VSR-120K Dataset for Video Super-Resolution
- VSR-120K is a large-scale dataset comprising 120K videos (>350 frames each, >1080p) and 180K high-resolution images, curated with strict quality controls.
- It employs advanced filtering methods including LAION-Aesthetic scoring, MUSIQ ratings, and RAFT-based motion analysis to ensure high spatial and temporal fidelity.
- Its dual setup of videos and images facilitates joint training for improved reconstruction accuracy, enabling efficient real-time streaming video super-resolution.
The VSR-120K dataset is a large-scale, rigorously filtered corpus designed to advance research and model development in video super-resolution (VSR) under practical, real-world constraints. Introduced in the context of the FlashVSR framework (Zhuang et al., 14 Oct 2025), VSR-120K provides both the scale and quality necessary for joint training regimes that exploit spatial and temporal cues, supporting efficient, high-fidelity reconstruction with diffusion-based and streaming VSR architectures.
1. Scale, Structure, and Data Sources
VSR-120K consists of 120,000 videos and 180,000 high-quality images. Videos average over 350 frames in length, with resolutions strictly above 1080p; images have a minimum side exceeding 1024 pixels. Raw content is sourced from open repositories such as Videvo, Pexels, and Pixabay. This curation supplies extensive diversity across scene types, motion dynamics, and textural variety—attributes essential for robust VSR learning.
Quality control is central to the dataset’s design. LAION-Aesthetic scores filter visual appeal and overall image quality, while MUSIQ provides frame-level measures for both global and local features, discarding compressed or artifact-laden data. RAFT-based motion filtering ensures that retained videos demonstrate sufficient motion, critical for learning representations of temporal coherence.
| Component | Quantity | Quality Criterion |
|---|---|---|
| Videos | 120,000 | >350 frames; >1080p; sufficient motion (RAFT) |
| Images | 180,000 | Min side >1024px; LAION-Aesthetic & MUSIQ filtered |
2. Design Rationale and Intended Usage
The dataset is constructed as a backbone for joint image-video training in video super-resolution, particularly for diffusion and large-scale neural architectures. Single-frame images provide rich spatial supervision that mitigates compression artifacts and supplies fine texture detail, while video sequences offer temporally contiguous data required for exploiting motion cues and temporal consistency.
This dual-setup enables models to learn mappings from low-resolution (LR) to high-resolution (HR) inputs with improved generalization. By enhancing both spatial and temporal learning, VSR-120K addresses the “train–inference gap” commonly observed in ultra-high-resolution VSR, where training on static images alone or low-resolution videos can result in generalization failures when processing real-world high-resolution streams.
A plausible implication is that this dataset configuration directly facilitates advancements in streaming VSR frameworks, as joint training yields models resilient to both types of domain shift.

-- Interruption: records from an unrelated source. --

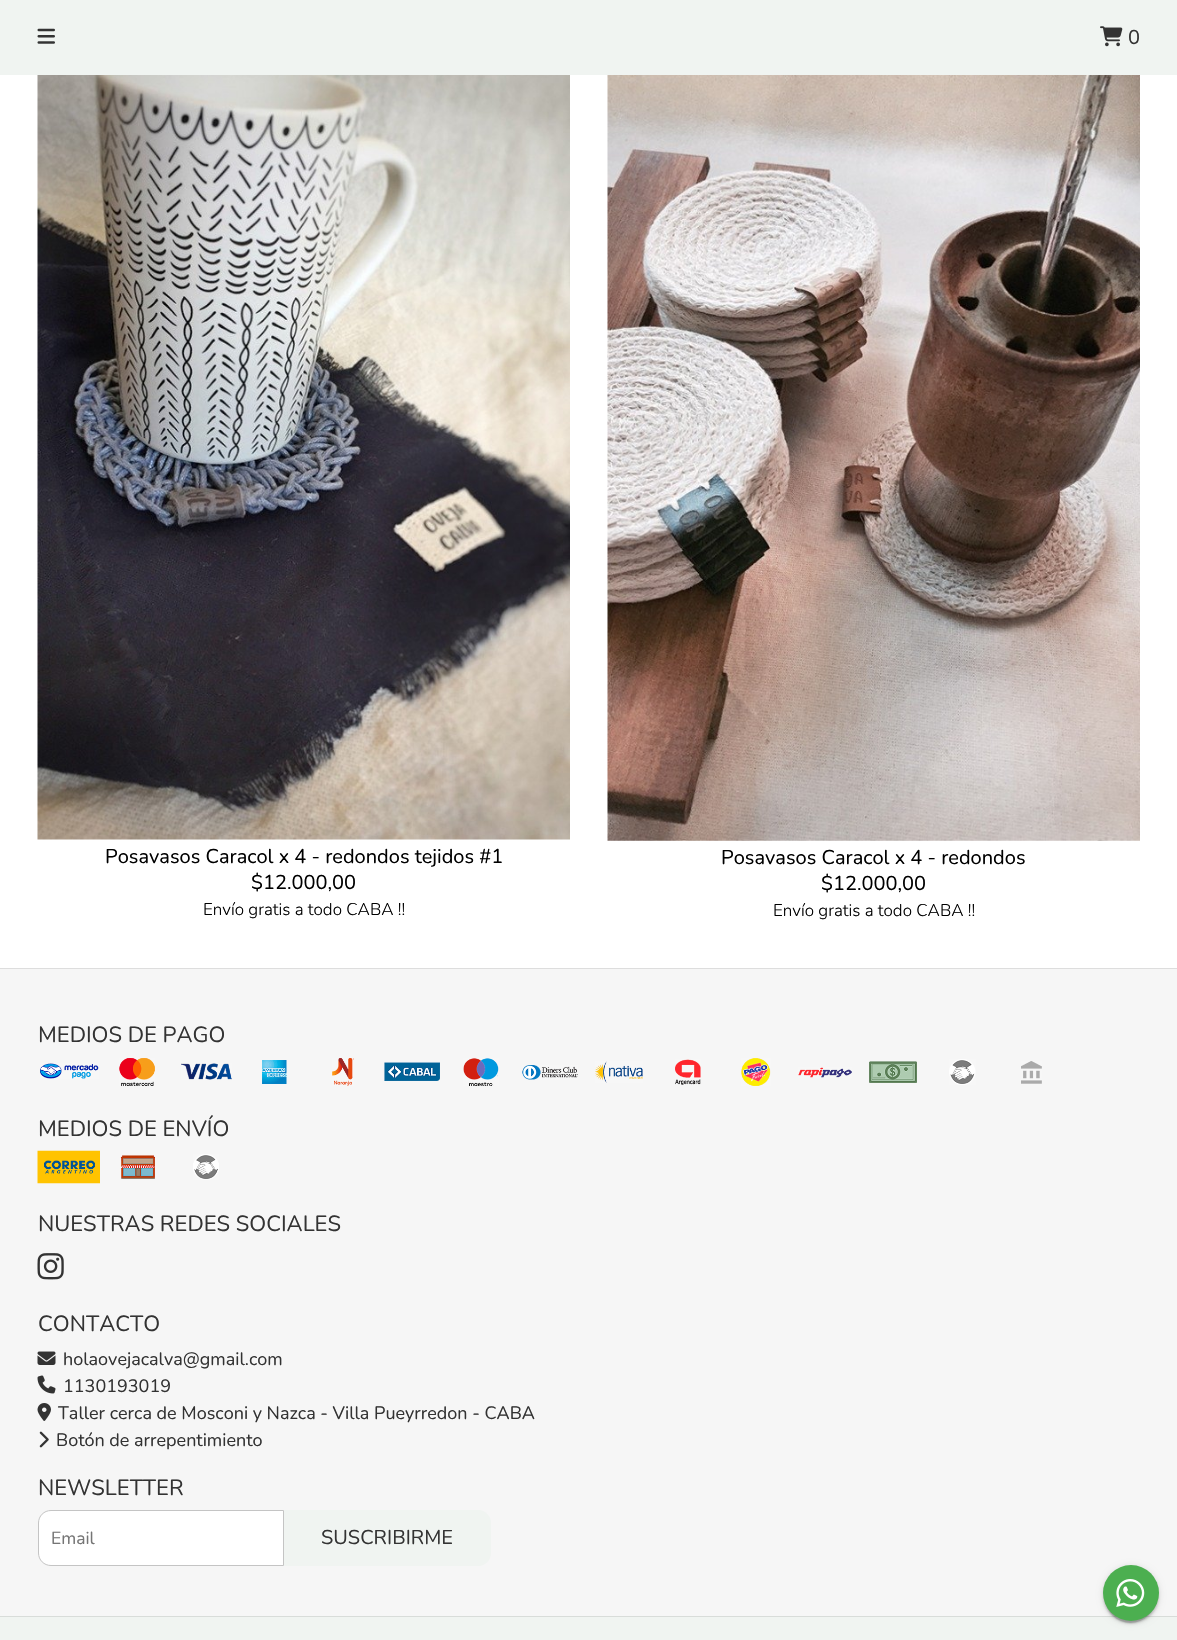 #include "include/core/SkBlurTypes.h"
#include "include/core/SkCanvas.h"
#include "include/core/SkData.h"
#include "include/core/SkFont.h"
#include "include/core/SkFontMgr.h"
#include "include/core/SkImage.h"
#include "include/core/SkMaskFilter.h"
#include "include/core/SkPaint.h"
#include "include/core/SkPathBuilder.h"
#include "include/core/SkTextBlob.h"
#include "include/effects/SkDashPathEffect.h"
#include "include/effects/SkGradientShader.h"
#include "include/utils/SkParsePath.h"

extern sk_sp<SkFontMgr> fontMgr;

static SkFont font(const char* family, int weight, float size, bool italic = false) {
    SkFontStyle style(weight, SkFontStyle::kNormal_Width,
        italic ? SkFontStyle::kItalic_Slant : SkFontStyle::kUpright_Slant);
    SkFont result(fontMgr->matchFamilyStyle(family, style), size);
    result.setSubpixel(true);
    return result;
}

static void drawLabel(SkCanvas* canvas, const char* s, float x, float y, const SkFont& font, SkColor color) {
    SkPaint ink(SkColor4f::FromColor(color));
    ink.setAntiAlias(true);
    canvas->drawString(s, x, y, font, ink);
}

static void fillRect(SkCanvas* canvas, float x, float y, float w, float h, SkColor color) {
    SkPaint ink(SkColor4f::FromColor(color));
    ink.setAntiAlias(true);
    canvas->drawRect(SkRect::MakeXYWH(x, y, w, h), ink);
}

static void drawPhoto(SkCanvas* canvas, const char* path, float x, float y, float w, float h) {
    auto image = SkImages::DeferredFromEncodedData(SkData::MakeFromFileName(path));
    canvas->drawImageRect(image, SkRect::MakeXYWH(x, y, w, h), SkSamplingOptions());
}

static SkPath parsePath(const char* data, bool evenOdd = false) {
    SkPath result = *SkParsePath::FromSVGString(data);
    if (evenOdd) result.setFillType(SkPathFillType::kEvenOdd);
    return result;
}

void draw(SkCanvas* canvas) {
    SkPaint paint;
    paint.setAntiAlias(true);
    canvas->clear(0xFFFFFFFF);
    fillRect(canvas, 0, 0, 1177, 75, 0xFFF0F4F1);
    drawPhoto(canvas, "assets/img1.png", 37, 28, 18, 16);
    drawPhoto(canvas, "assets/img2.png", 1100, 26, 23, 21);
    SkFont font1 = font("Nunito", 400, 20);
    drawLabel(canvas, "0", 1128, 44, font1, 0xFF333333);
    drawPhoto(canvas, "assets/img3.png", 37, 75, 533, 765);
    drawLabel(canvas, "Posavasos Caracol x 4 - redondos tejidos #1", 105, 863, font1, 0xFF000000);
    drawLabel(canvas, "$12.000,00", 251, 889, font1, 0xFF000000);
    SkFont font2 = font("Nunito", 300, 17);
    drawLabel(canvas, "Envío gratis a todo CABA !!", 203, 915, font2, 0xFF000000);
    drawPhoto(canvas, "assets/img4.png", 607, 75, 533, 766);
    drawLabel(canvas, "Posavasos Caracol x 4 - redondos", 721, 864, font1, 0xFF000000);
    drawLabel(canvas, "$12.000,00", 821, 890, font1, 0xFF000000);
    drawLabel(canvas, "Envío gratis a todo CABA !!", 773, 916, font2, 0xFF000000);
    fillRect(canvas, 0, 969, 1177, 647, 0xFFF6F6F6);
    fillRect(canvas, 0, 968, 1177, 1, 0xFFDDDDDD);
    SkFont font3 = font("Nunito", 400, 22);
    drawLabel(canvas, "MEDIOS DE PAGO", 38, 1042, font3, 0xFF333333);
    drawPhoto(canvas, "assets/img5.png", 40, 1063, 59, 16);
    drawPhoto(canvas, "assets/img6.png", 119, 1058, 36, 28);
    drawPhoto(canvas, "assets/img7.png", 181, 1063, 51, 17);
    drawPhoto(canvas, "assets/img8.png", 262, 1060, 25, 24);
    drawPhoto(canvas, "assets/img9.png", 332, 1058, 22, 28);
    drawPhoto(canvas, "assets/img10.png", 384, 1062, 56, 19);
    drawPhoto(canvas, "assets/img11.png", 463, 1058, 36, 28);
    drawPhoto(canvas, "assets/img12.png", 522, 1065, 56, 15);
    drawPhoto(canvas, "assets/img13.png", 595, 1061, 48, 22);
    drawPhoto(canvas, "assets/img14.png", 675, 1059, 26, 26);
    drawPhoto(canvas, "assets/img15.png", 741, 1058, 30, 28);
    drawPhoto(canvas, "assets/img16.png", 798, 1067, 54, 11);
    drawPhoto(canvas, "assets/img17.png", 869, 1061, 48, 22);
    drawPhoto(canvas, "assets/img18.png", 949, 1059, 27, 26);
    drawPhoto(canvas, "assets/img19.png", 1021, 1061, 21, 23);
    drawLabel(canvas, "MEDIOS DE ENVÍO", 38, 1136, font3, 0xFF333333);
    drawPhoto(canvas, "assets/img20.png", 37, 1150, 63, 34);
    drawPhoto(canvas, "assets/img21.png", 120, 1155, 35, 24);
    drawPhoto(canvas, "assets/img22.png", 193, 1154, 26, 26);
    drawLabel(canvas, "NUESTRAS REDES SOCIALES", 38, 1231, font3, 0xFF333333);
    drawPhoto(canvas, "assets/img23.png", 37, 1253, 27, 27);
    drawLabel(canvas, "CONTACTO", 38, 1331, font3, 0xFF333333);
    drawPhoto(canvas, "assets/img24.png", 37, 1351, 19, 14);
    SkFont font4 = font("Nunito", 400, 18);
    drawLabel(canvas, "holaovejacalva@gmail.com", 63, 1365, font4, 0xFF333333);
    drawPhoto(canvas, "assets/img25.png", 37, 1375, 19, 19);
    drawLabel(canvas, "1130193019", 63, 1392, font4, 0xFF333333);
    drawPhoto(canvas, "assets/img26.png", 37, 1403, 14, 18);
    drawLabel(canvas, "Taller cerca de Mosconi y Nazca - Villa Pueyrredon - CABA", 58, 1419, font4, 0xFF333333);
    drawPhoto(canvas, "assets/img27.png", 39, 1431, 10, 17);
    drawLabel(canvas, "Botón de arrepentimiento", 56, 1446, font4, 0xFF333333);
    drawLabel(canvas, "NEWSLETTER", 38, 1495, font3, 0xFF333333);
    paint.setColor(0xFFFFFFFF);
    canvas->drawPath(parsePath("M51 1510.5H283.5V1565.5H51C44 1565.5 38.5 1560 38.5 1553V1523C38.5 1516 44 1510.5 51 1510.5Z"), paint);
    paint.setStroke(true);
    paint.setStrokeWidth(1);
    paint.setColor(0xFFC4C4C4);
    canvas->drawPath(parsePath("M51 1510.5H283.5V1565.5H51C44 1565.5 38.5 1560 38.5 1553V1523C38.5 1516 44 1510.5 51 1510.5Z"), paint);
    SkFont font5 = font("Nunito", 400, 17.5f);
    drawLabel(canvas, "Email", 51, 1544, font5, 0xFF757575);
    paint.setStroke(false);
    paint.setColor(0xFFF0F4F1);
    canvas->drawPath(parsePath("M284 1510H478C485 1510 491 1516 491 1523V1553C491 1560 485 1566 478 1566H284Z"), paint);
    drawLabel(canvas, "SUSCRIBIRME", 321, 1544, font1, 0xFF333333);
    fillRect(canvas, 0, 1617, 1177, 23, 0xFFF0F4F1);
    fillRect(canvas, 0, 1616, 1177, 1, 0xFFD8DCD9);
    paint.setColor(0x33000000);
    paint.setMaskFilter(SkMaskFilter::MakeBlur(kNormal_SkBlurStyle, 0.5f));
    canvas->drawRoundRect(SkRect::MakeXYWH(1105, 1571, 51, 52), 25.5f, 25.5f, paint);
    paint.setMaskFilter(nullptr);
    paint.setColor(0x1F000000);
    paint.setMaskFilter(SkMaskFilter::MakeBlur(kNormal_SkBlurStyle, 3));
    canvas->drawRoundRect(SkRect::MakeXYWH(1103, 1566, 56, 57), 28, 28, paint);
    paint.setMaskFilter(nullptr);
    paint.setColor(0x24000000);
    paint.setMaskFilter(SkMaskFilter::MakeBlur(kNormal_SkBlurStyle, 1));
    canvas->drawRoundRect(SkRect::MakeXYWH(1103, 1568, 56, 56), 28, 28, paint);
    paint.setMaskFilter(nullptr);
    paint.setColor(0xFF4CAF50);
    canvas->drawCircle(1131, 1593, 28, paint);
    drawPhoto(canvas, "assets/img28.png", 1116, 1579, 29, 28);
}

3. Innovations in Curation and Filtering
VSR-120K introduces robust multi-stage filtering protocols not seen in prior VSR corpora. LAION-Aesthetic scoring and MUSIQ ratings ensure high-quality supervision for spatial detail, while RAFT-based analysis selects only videos with sufficient mid- and high-magnitude motion. This multi-factor filtering yields a pool of samples with reliable ground-truth for both fine-texture and motion-aware reconstruction.
For comparison, previous VSR datasets typically contain only several thousand videos, less stringent resolution requirements, and do not employ motion-based quality filtering.
| Process | Goal | Method |
|---|---|---|
| LAION-Aesthetic / MUSIQ | High spatial quality, remove artifacts | Automated prediction |
| RAFT motion | Guarantee temporal dynamics | Per-video flow analysis |
This curation strategy results in a uniquely diverse dataset suitable for complex VSR training scenarios—particularly those involving large diffusion models and streaming frameworks.
4. Role in FlashVSR and Model Efficiency
In FlashVSR (Zhuang et al., 14 Oct 2025), VSR-120K enables a three-stage distillation pipeline and streaming one-step reconstruction. Training with VSR-120K allows FlashVSR to scale to ultra-high resolutions (768×1408, up to 1440p), maintain fidelity, and achieve real-time inference speeds (17 FPS on a single A100 GPU). Models trained on this dataset demonstrate up to a ~12× speedup over previous state-of-the-art diffusion-based VSR approaches.
Specifically, the distribution and quality of VSR-120K’s content help overcome issues such as spatial blurring, temporal inconsistency, and artifacts which are typically observed when training on smaller or less-rigorous datasets. Joint image–video training fosters improved reconstruction accuracy for static textures and dynamic content alike.
Empirical results indicate FlashVSR outperforms previous models both in quantitative accuracy and practical deployment bandwidth, largely due to the rich, diverse supervision VSR-120K provides.
5. Release and Reproducibility
The VSR-120K dataset, along with FlashVSR codebase and pretrained weights, is designated for public release to foster future research in efficient, scalable, and high-performance VSR. The project page https://zhuang2002.github.io/FlashVSR serves as the central access point for researchers.
The dataset composition is explicitly stated in the source: “The final dataset consists of 120K videos (average length >350 frames) and 180K high-quality images.” This assures reproducibility of results and continuity across implementations targeting practical VSR.
6. Context and Implications
VSR-120K sets a new standard for empirical scale and rigor in video super-resolution benchmarks. By combining high diversity, strict filtering, and dual supervision (static images plus video), it advances the field both for traditional frame-based SR techniques and novel diffusion-based streaming approaches. This suggests that future VSR models will increasingly rely on such large, multimodal datasets for unlocking efficiency and generalizability at high resolutions.
A plausible implication is that other domains requiring fine-grained spatial and temporal learning—such as frame interpolation, motion deblurring, and automated video editing—will benefit from similar dataset design and curation methodologies.
In conclusion, VSR-120K’s unprecedented scale, stringent quality assurance, and joint training paradigm contribute critically to the development and deployment of next-generation streaming video super-resolution systems. Its release is anticipated to support ongoing innovation in efficient, scalable vision models.